İdil doğduğundan beri bebekleri, hamileleri daha çok farkeder oldum. Neden??

A) Brüksel'de yaşanan baby boom B) algıda seçicilik C) hepsi.

Doğru yanıt sanırım C.

Bazen kendimi 1-2 aylık bebeklerini kucakta taşıyan annelere özlemle bakarken yakalıyorum. Eve gidince Idil'in ilk resimlerine bakıyorum; o yumuk yumuk ellere, ayaklara, büzük dudaklara falan. Halbuki o günleri yaşarken of yeter bir büyüse, ele avuca gelsede, oturup iki oynasak, konuşsak diyordum. Şimdiki ruh halim ve hormonal dengemle düsünüyorum ve farkına varıyorum ki ben o ilk günlerin tadını çıkaramamışım. Biraz baby blues, biraz post-partum depresyonu ilk aylar öyle geçmiş gitmiş.

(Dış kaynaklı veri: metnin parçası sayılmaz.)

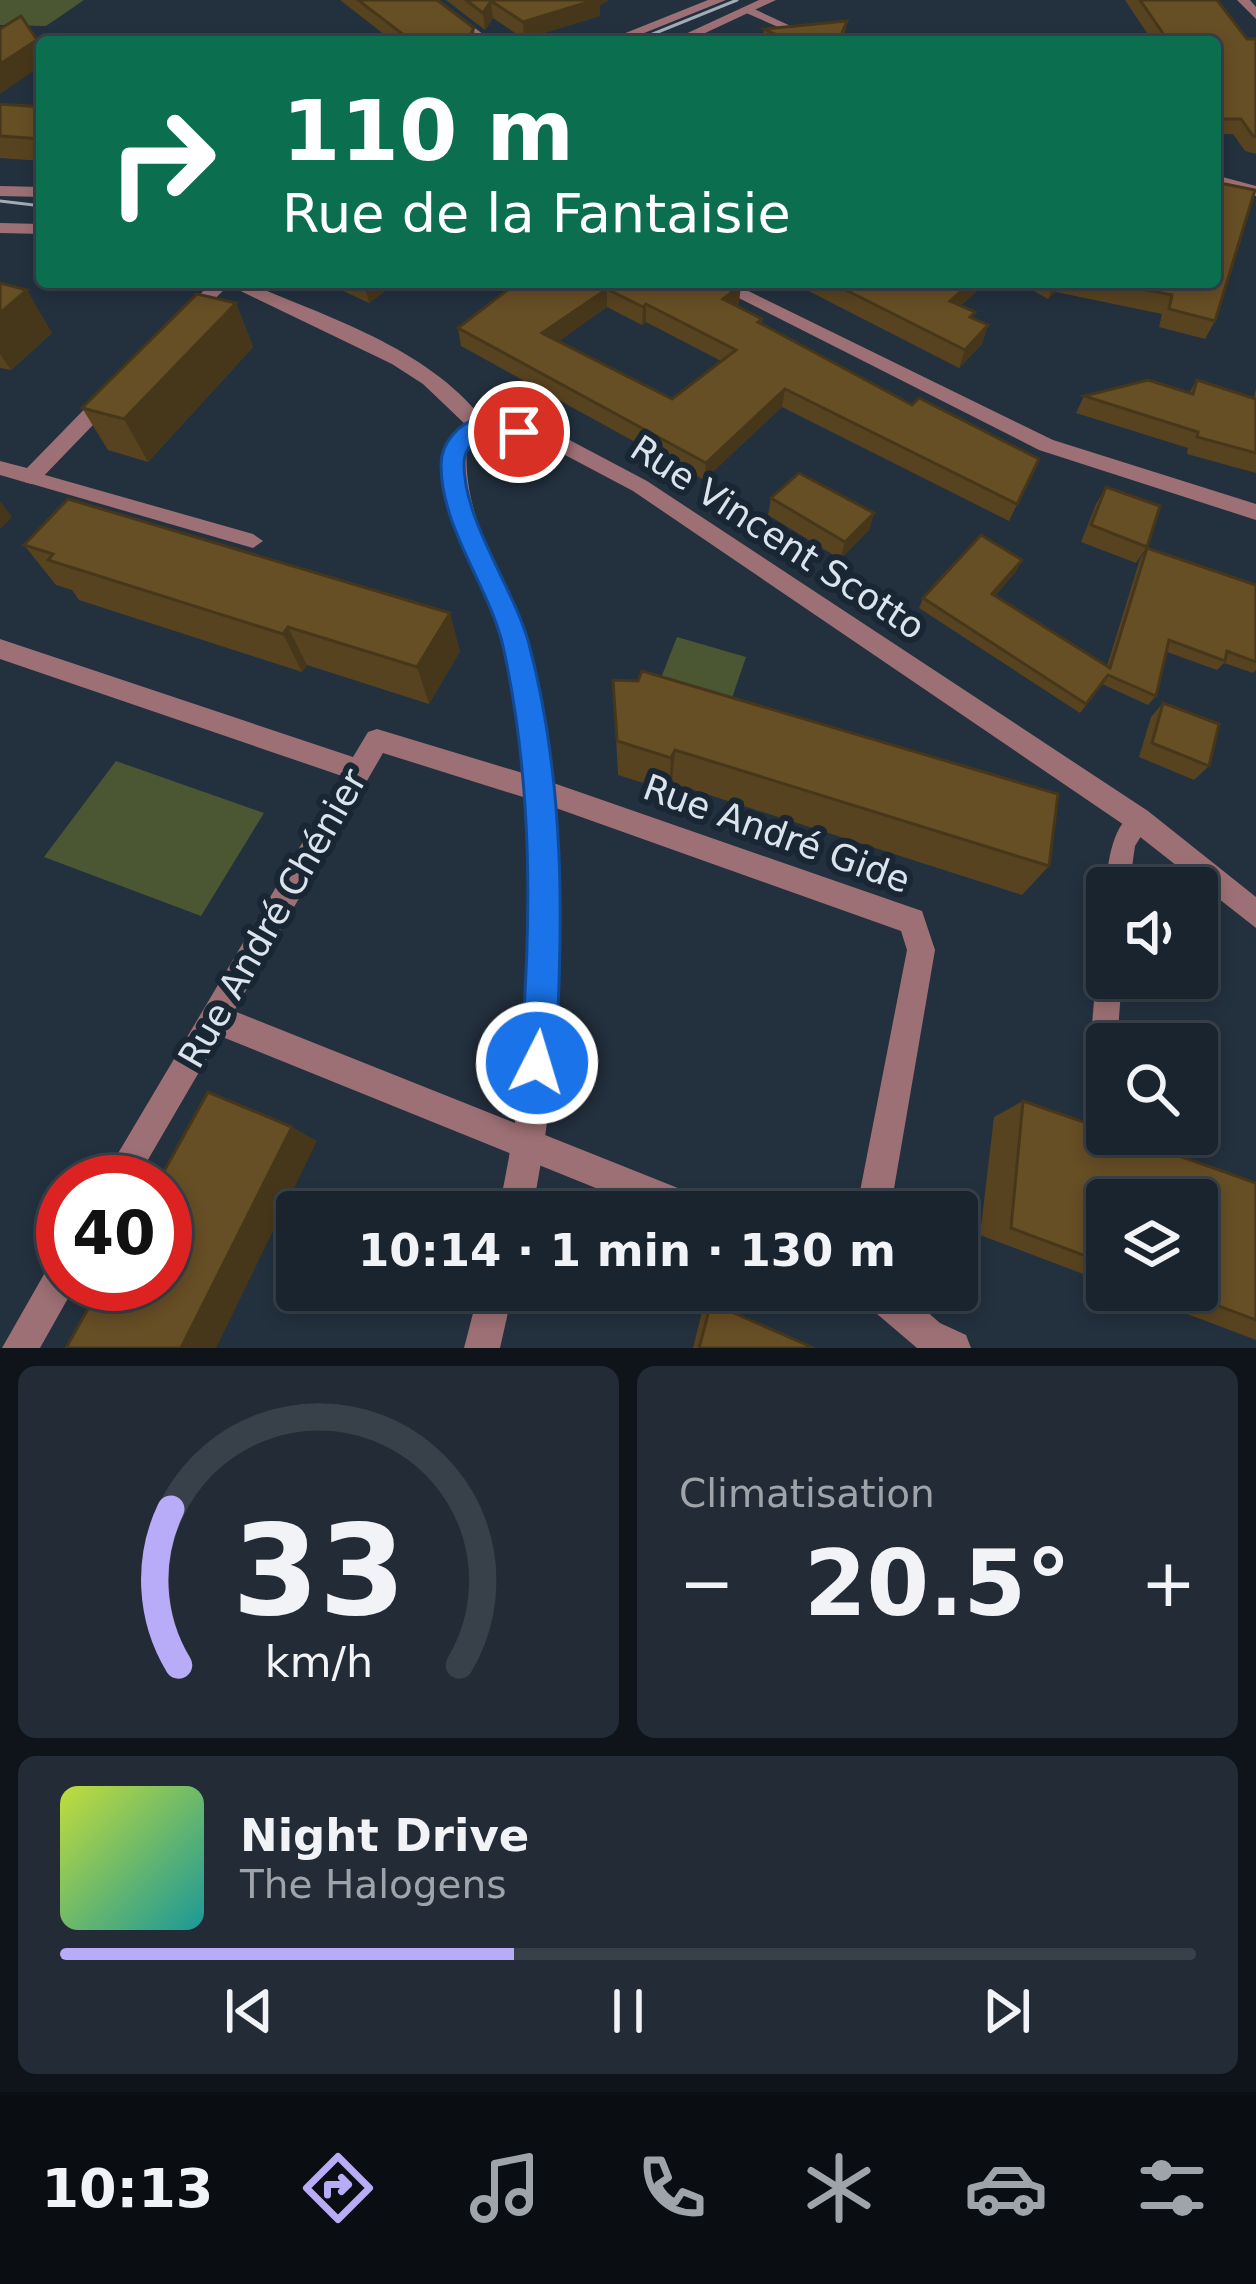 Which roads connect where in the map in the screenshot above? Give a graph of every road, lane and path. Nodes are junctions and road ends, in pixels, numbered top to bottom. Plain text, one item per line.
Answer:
1 (431, 0) edge
2 (720, 0) edge
3 (770, 0) edge
4 (1244, 0) edge
5 (748, 10) junction
6 (1256, 15) edge
7 (789, 28) edge
8 (478, 36) edge
9 (626, 36) edge
10 (689, 36) edge
11 (1221, 182) edge
12 (0, 190) edge
13 (1256, 191) edge
14 (36, 192) edge
15 (0, 228) edge
16 (36, 230) edge
17 (220, 288) edge
18 (240, 288) edge
19 (728, 288) edge
20 (166, 338) edge
21 (120, 386) edge
22 (478, 426) junction
23 (0, 468) edge
24 (31, 477) junction
25 (1256, 512) edge
26 (253, 541) dead end
27 (0, 649) edge
28 (359, 770) junction
29 (539, 790) junction
30 (1139, 820) junction
31 (1120, 867) edge
32 (1256, 914) edge
33 (213, 1018) junction
34 (531, 1147) junction
35 (133, 1155) edge
36 (520, 1191) edge
37 (643, 1191) edge
38 (877, 1191) edge
39 (42, 1311) edge
40 (491, 1311) edge
41 (900, 1311) edge
42 (20, 1348) edge
43 (482, 1348) edge
44 (953, 1348) edge

1 - 8 street
2 - 9 street
3 - 5 street
4 - 6 street
5 - 7 lane
5 - 10 street
11 - 13 street
12 - 14 street
15 - 16 street
17 - 20 street
18 - 22 street
19 - 25 street
21 - 24 street
22 - 29 street
22 - 30 street, Rue Vincent Scotto
23 - 24 street
24 - 26 lane
27 - 28 street
28 - 29 street, Rue André Chénier
28 - 33 street, Rue André Chénier
29 - 34 street
29 - 38 street, Rue André Gide
30 - 31 lane
30 - 32 street, Rue Vincent Scotto
33 - 34 street
33 - 35 street, Rue André Chénier
34 - 36 street
34 - 37 street
39 - 42 street
40 - 43 street
41 - 44 street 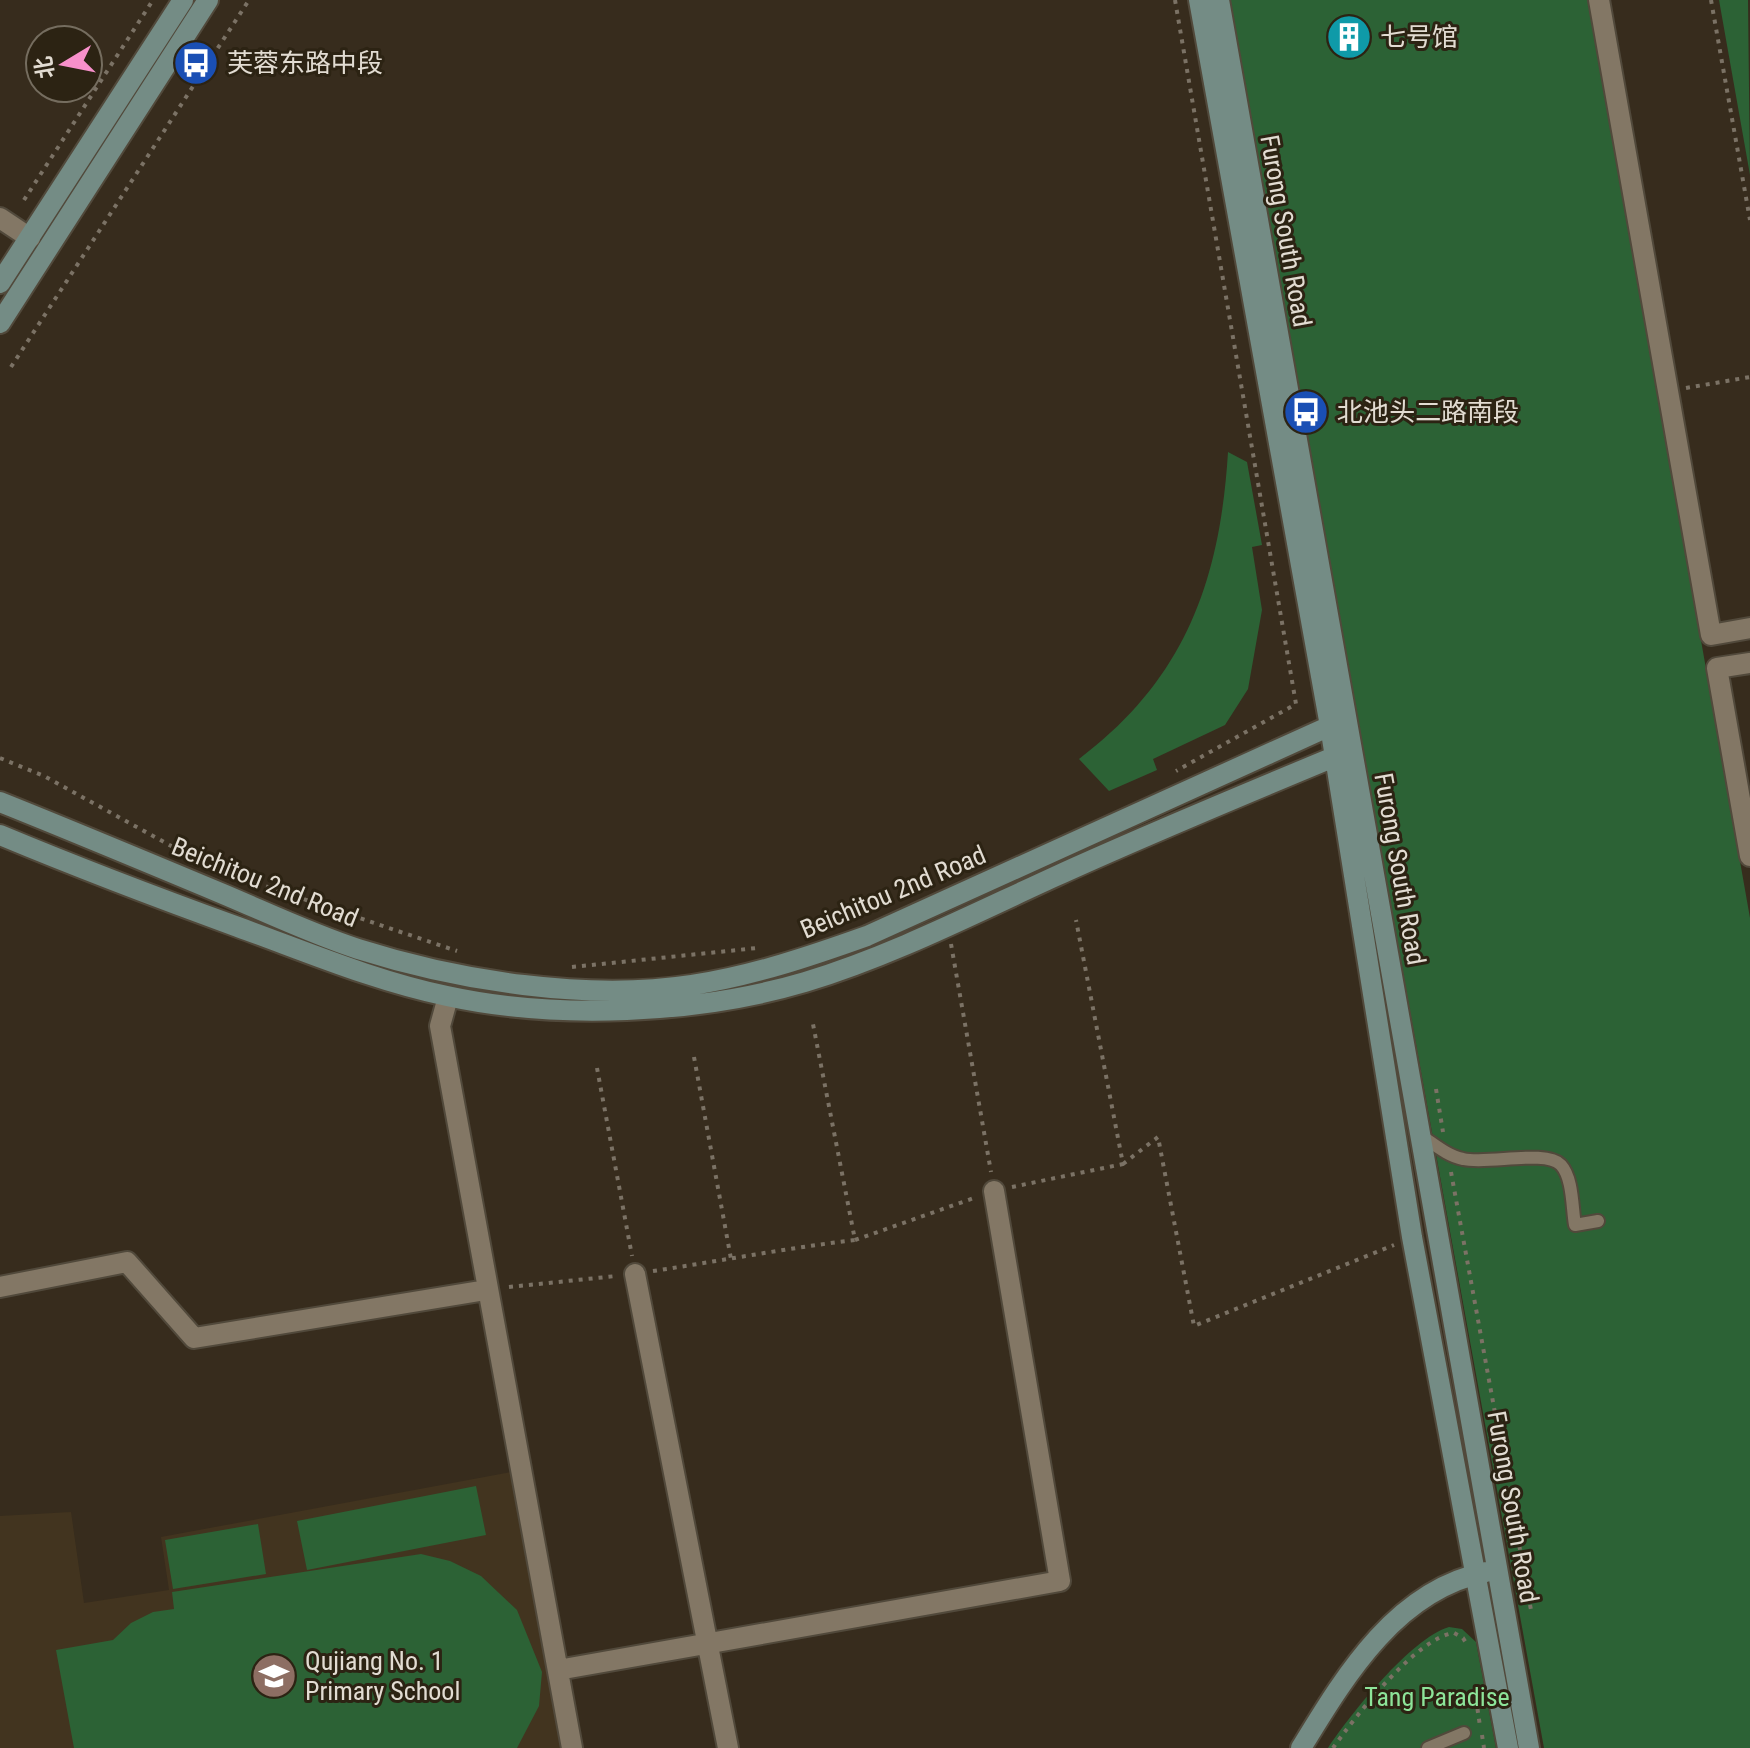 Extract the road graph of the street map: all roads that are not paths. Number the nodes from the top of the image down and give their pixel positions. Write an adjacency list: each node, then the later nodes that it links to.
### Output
1 (183, 0): 7 (main road)
2 (208, 0): 9 (main road)
3 (1199, 0): 12 (main road, Furong South Road)
4 (1219, 0): 18 (main road, Furong South Road)
5 (1599, 0): 10 (street)
6 (0, 218): 7 (street)
7 (30, 238): 8 (main road)
8 (0, 283)
9 (0, 323)
10 (1750, 628)
11 (1750, 663): 16 (street)
12 (1330, 726): 13 (main road, Furong South Road); 14 (main road, Beichitou 2nd Road)
13 (1334, 757): 17 (main road, Beichitou 2nd Road); 25 (main road, Furong South Road)
14 (0, 802)
15 (0, 835): 17 (main road, Beichitou 2nd Road)
16 (1750, 856)
17 (448, 997): 23 (street)
18 (1420, 1135): 20 (lane); 24 (main road, Furong South Road)
19 (994, 1191): 26 (street)
20 (1598, 1221)
21 (635, 1274): 26 (street)
22 (0, 1287): 23 (street)
23 (486, 1290): 27 (street)
24 (1497, 1570): 25 (main road); 34 (main road, Furong South Road)
25 (1476, 1574): 31 (main road); 33 (main road, Furong South Road)
26 (709, 1643): 27 (street); 30 (street)
27 (558, 1670): 29 (street)
28 (1464, 1733): 32 (lane)
29 (572, 1748)
30 (728, 1748)
31 (1301, 1748)
32 (1428, 1748)
33 (1508, 1748)
34 (1529, 1748) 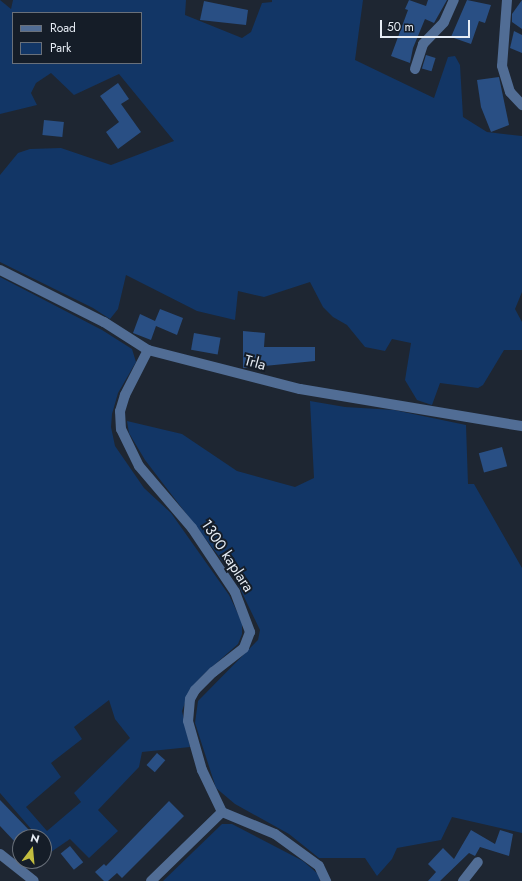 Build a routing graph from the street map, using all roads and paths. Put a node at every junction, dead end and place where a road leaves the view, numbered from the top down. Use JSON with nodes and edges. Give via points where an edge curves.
{"nodes":[{"id":1,"x":454,"y":0,"type":"edge"},
{"id":2,"x":507,"y":0,"type":"edge"},
{"id":3,"x":414,"y":69,"type":"dead end"},
{"id":4,"x":522,"y":105,"type":"edge"},
{"id":5,"x":0,"y":270,"type":"edge"},
{"id":6,"x":148,"y":350,"type":"junction"},
{"id":7,"x":522,"y":426,"type":"edge"},
{"id":8,"x":222,"y":812,"type":"junction"},
{"id":9,"x":0,"y":854,"type":"edge"},
{"id":10,"x":478,"y":862,"type":"dead end"},
{"id":11,"x":34,"y":881,"type":"edge"},
{"id":12,"x":151,"y":881,"type":"edge"},
{"id":13,"x":326,"y":881,"type":"edge"},
{"id":14,"x":463,"y":881,"type":"edge"}],
"edges":[{"from":1,"to":3,"type":"street","via":[[444,22],[423,44]]},
{"from":2,"to":4,"type":"street","via":[[502,66],[510,92]]},
{"from":5,"to":6,"type":"street","name":"Trla","via":[[104,322]]},
{"from":6,"to":7,"type":"street","name":"Trla","via":[[293,388]]},
{"from":6,"to":8,"type":"street","name":"1300 kaplara","via":[[125,395],[120,412],[121,429],[140,466],[192,528],[235,592],[250,632],[244,648],[214,672],[195,690],[190,699],[188,721],[192,740],[202,770]]},
{"from":8,"to":12,"type":"street"},
{"from":8,"to":13,"type":"street","via":[[275,834],[319,866]]},
{"from":9,"to":11,"type":"street"},
{"from":10,"to":14,"type":"street"}]}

13 yıldır sevgiloşla beraberiz. Beraber büyüdük burada, evimizden uzakta birbirimizin ailesi, her şeyi olduk. Sıra çocuk yapalım mı sorusuna geldiğinde hep erteledik çünkü beraber keyfimiz çok yerindeydi. Artı ben hiçbir zaman bebek bebek diye ayılan bayılan biri olmadım Evet yeğenlerimi çok sevdim ama onun dışında sokakta gezerken bebekleri farkedip ay canım cicim yapmadım. İdil hayatımıza girene kadar onun eksikliğini hissetmemiştik. Şimdi anlıyoruz ki onunla tamamlandık.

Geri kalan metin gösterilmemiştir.